Records excerpted from a collection
----
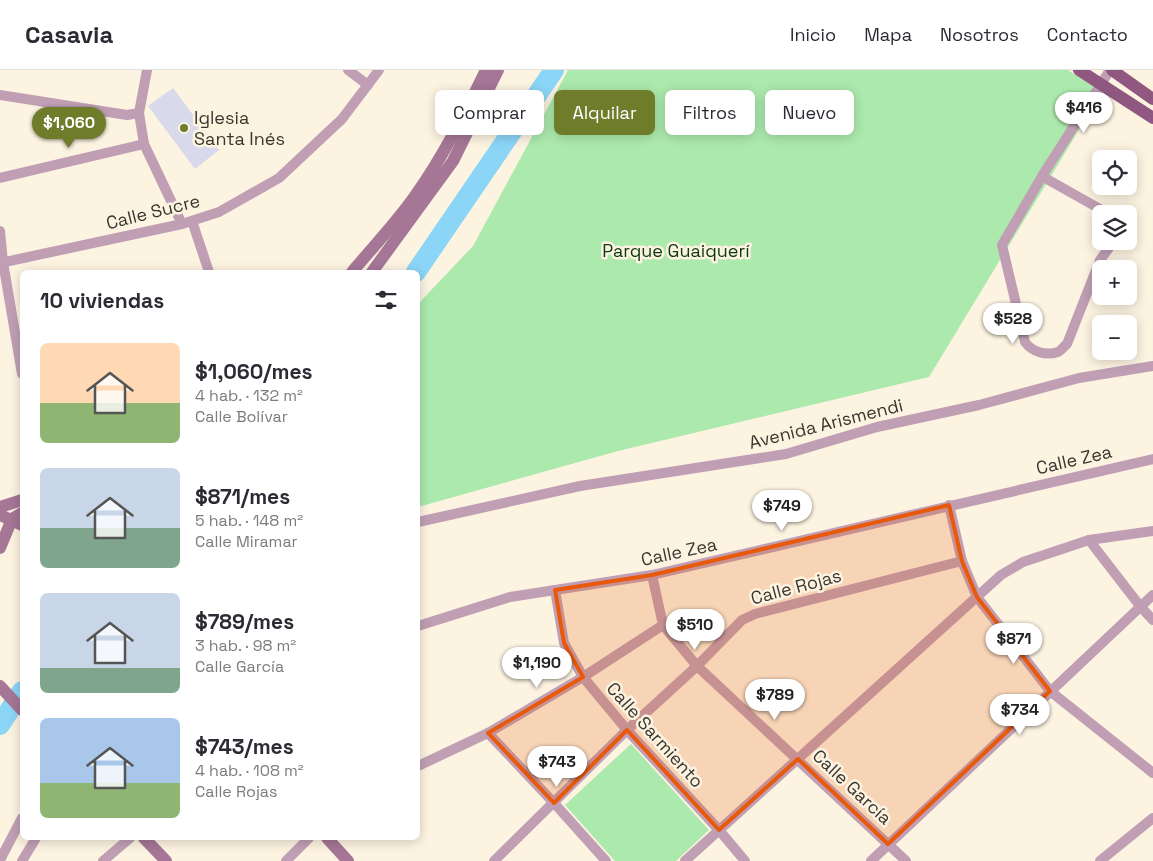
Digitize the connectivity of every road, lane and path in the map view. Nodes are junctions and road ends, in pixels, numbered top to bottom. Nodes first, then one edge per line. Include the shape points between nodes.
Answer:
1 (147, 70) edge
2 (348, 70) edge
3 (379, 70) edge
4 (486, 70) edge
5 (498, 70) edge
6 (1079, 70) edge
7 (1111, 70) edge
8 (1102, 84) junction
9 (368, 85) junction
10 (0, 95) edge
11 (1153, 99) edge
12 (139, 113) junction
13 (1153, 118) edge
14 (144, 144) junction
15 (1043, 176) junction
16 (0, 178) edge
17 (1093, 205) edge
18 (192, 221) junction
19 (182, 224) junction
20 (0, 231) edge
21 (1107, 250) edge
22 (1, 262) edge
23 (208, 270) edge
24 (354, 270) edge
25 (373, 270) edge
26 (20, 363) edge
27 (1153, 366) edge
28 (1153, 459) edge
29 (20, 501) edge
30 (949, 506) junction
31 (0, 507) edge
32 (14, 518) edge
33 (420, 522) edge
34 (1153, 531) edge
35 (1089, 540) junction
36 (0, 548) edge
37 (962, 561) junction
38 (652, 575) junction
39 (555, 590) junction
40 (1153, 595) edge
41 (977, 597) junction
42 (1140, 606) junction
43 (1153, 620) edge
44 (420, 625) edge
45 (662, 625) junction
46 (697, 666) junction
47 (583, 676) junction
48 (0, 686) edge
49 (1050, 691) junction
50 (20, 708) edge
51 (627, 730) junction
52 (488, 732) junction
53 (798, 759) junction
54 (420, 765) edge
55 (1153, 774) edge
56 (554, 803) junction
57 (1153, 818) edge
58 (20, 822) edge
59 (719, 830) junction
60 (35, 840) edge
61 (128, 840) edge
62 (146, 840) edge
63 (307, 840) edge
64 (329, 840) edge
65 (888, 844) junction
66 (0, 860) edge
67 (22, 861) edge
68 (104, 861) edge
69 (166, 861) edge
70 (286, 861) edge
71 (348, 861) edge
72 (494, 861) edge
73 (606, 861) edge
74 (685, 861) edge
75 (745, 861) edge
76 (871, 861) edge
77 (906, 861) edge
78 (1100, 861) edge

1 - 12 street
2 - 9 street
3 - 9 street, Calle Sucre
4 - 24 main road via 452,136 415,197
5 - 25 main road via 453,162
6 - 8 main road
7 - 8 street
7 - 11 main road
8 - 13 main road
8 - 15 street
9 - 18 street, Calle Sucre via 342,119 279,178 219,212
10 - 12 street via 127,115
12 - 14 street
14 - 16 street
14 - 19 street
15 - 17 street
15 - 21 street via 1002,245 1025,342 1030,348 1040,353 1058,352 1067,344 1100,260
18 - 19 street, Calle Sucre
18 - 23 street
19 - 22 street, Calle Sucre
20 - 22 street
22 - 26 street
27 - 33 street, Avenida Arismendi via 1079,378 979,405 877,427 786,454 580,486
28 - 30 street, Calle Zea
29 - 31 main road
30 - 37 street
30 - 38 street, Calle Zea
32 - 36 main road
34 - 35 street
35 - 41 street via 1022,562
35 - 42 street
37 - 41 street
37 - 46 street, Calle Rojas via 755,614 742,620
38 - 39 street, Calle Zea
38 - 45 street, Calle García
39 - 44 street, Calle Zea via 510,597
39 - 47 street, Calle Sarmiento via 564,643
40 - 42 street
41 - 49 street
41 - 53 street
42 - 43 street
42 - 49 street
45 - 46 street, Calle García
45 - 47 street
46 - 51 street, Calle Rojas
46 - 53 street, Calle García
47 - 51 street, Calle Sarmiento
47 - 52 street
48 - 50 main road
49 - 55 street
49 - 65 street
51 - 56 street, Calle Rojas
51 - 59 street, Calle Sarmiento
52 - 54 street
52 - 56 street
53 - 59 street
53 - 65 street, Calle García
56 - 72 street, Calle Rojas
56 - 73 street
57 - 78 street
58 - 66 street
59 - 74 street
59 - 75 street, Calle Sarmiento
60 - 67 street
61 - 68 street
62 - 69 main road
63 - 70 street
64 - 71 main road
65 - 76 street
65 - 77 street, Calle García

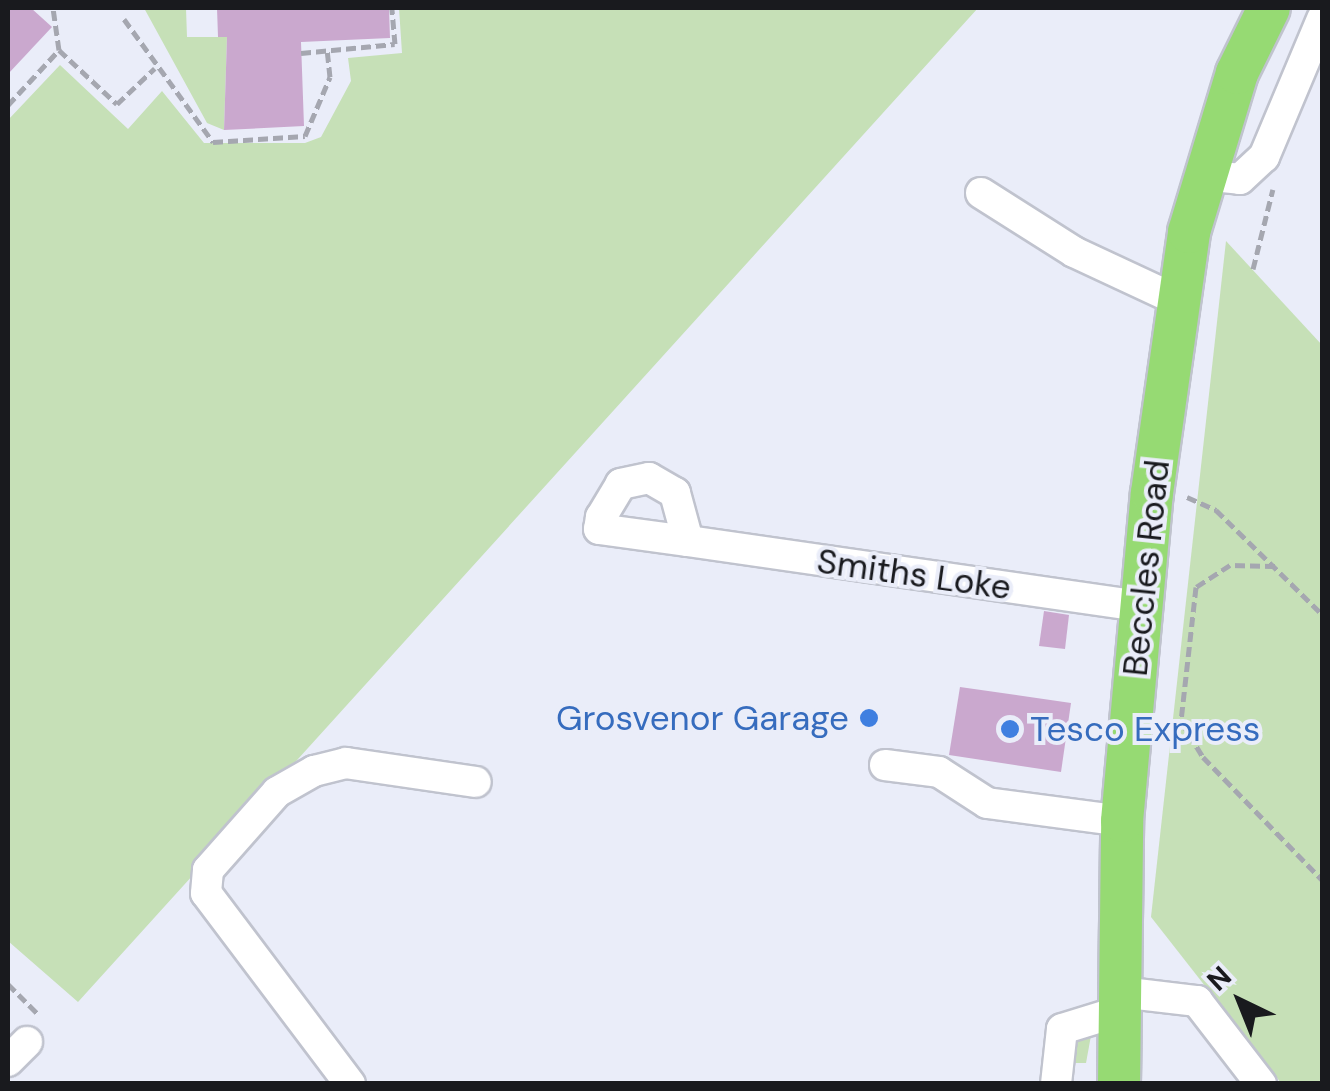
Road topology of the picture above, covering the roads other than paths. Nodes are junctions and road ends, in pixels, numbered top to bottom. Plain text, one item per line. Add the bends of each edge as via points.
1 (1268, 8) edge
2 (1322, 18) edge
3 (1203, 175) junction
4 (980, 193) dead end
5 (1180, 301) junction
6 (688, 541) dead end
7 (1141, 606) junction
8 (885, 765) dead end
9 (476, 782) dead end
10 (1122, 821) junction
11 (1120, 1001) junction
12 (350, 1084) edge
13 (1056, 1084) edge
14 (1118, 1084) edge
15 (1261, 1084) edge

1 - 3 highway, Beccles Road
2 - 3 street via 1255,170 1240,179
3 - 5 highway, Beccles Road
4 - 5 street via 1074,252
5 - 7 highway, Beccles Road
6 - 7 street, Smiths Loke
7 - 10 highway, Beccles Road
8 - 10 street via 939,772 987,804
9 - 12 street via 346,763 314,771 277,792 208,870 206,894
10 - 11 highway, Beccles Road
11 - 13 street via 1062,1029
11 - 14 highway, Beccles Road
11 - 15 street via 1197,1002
----
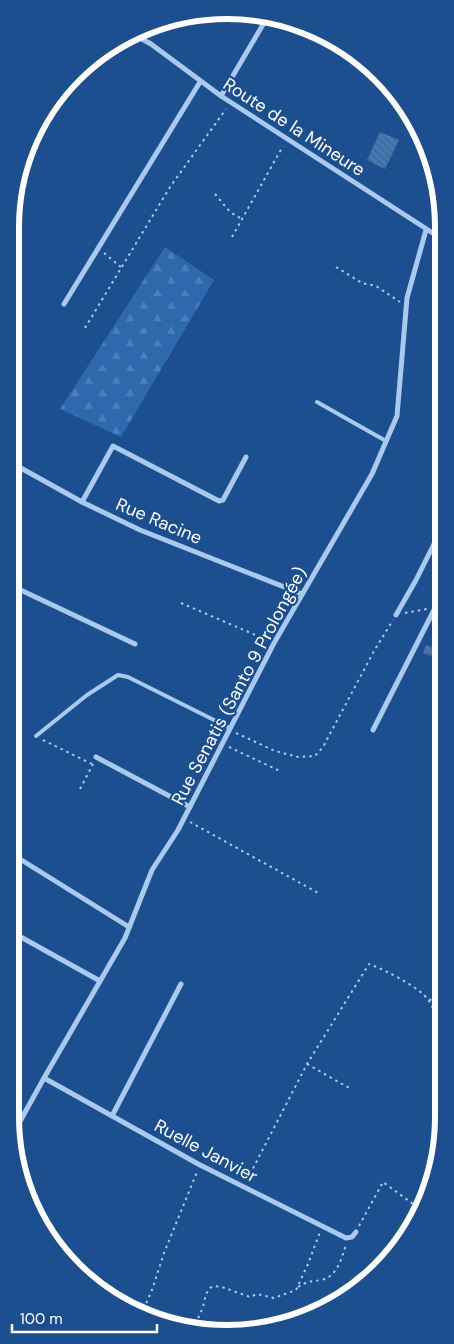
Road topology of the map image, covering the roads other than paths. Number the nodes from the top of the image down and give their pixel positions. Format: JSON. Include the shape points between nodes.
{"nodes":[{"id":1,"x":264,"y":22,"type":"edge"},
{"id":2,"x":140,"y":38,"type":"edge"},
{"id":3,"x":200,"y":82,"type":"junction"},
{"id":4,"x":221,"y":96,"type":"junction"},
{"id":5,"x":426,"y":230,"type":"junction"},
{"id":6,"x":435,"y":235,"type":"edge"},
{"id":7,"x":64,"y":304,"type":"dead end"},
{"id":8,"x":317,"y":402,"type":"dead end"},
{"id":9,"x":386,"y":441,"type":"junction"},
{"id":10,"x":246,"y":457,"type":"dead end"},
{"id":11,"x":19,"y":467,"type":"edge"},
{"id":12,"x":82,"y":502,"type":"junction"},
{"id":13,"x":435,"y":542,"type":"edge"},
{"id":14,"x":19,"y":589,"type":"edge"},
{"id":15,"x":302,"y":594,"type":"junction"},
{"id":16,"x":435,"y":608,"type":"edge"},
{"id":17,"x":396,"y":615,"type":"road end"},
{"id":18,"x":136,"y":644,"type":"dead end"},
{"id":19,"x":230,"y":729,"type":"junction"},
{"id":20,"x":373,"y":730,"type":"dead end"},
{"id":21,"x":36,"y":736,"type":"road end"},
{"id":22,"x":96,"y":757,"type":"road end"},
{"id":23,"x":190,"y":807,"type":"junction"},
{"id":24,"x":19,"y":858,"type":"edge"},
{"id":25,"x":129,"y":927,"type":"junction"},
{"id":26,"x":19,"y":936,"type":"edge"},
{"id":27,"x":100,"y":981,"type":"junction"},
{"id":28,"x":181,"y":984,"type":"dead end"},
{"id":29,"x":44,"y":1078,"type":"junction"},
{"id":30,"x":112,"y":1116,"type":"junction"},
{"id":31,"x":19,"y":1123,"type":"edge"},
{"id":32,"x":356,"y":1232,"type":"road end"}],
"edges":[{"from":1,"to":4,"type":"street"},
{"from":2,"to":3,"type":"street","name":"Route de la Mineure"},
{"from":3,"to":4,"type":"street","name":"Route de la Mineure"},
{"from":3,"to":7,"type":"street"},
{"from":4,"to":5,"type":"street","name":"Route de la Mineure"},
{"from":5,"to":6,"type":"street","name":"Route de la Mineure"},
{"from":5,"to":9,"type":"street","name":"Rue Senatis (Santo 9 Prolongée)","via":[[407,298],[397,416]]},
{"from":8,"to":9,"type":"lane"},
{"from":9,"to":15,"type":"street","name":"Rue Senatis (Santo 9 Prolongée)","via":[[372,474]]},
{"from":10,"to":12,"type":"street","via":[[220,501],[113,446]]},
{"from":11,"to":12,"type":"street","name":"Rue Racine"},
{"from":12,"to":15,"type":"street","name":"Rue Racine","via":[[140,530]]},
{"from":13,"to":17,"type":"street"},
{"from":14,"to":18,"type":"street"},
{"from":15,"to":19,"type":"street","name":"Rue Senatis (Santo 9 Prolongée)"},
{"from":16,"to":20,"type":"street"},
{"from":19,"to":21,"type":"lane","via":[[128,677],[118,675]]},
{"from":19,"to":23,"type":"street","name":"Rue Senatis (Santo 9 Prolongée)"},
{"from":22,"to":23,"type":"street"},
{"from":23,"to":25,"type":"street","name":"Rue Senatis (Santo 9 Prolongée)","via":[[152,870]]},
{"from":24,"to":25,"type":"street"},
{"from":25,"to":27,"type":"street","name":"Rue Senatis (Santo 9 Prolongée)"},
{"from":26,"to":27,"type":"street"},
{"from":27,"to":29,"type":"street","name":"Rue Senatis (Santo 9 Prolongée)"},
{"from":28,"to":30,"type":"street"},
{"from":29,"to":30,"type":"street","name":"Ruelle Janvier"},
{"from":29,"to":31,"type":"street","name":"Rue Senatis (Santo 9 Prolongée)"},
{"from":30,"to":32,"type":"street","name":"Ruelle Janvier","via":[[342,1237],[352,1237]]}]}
----
== What you are asked to do ==
Pull every line holding "Route" out of the records.

== Result for this task ==
{"from":2,"to":3,"type":"street","name":"Route de la Mineure"},
{"from":3,"to":4,"type":"street","name":"Route de la Mineure"},
{"from":4,"to":5,"type":"street","name":"Route de la Mineure"},
{"from":5,"to":6,"type":"street","name":"Route de la Mineure"},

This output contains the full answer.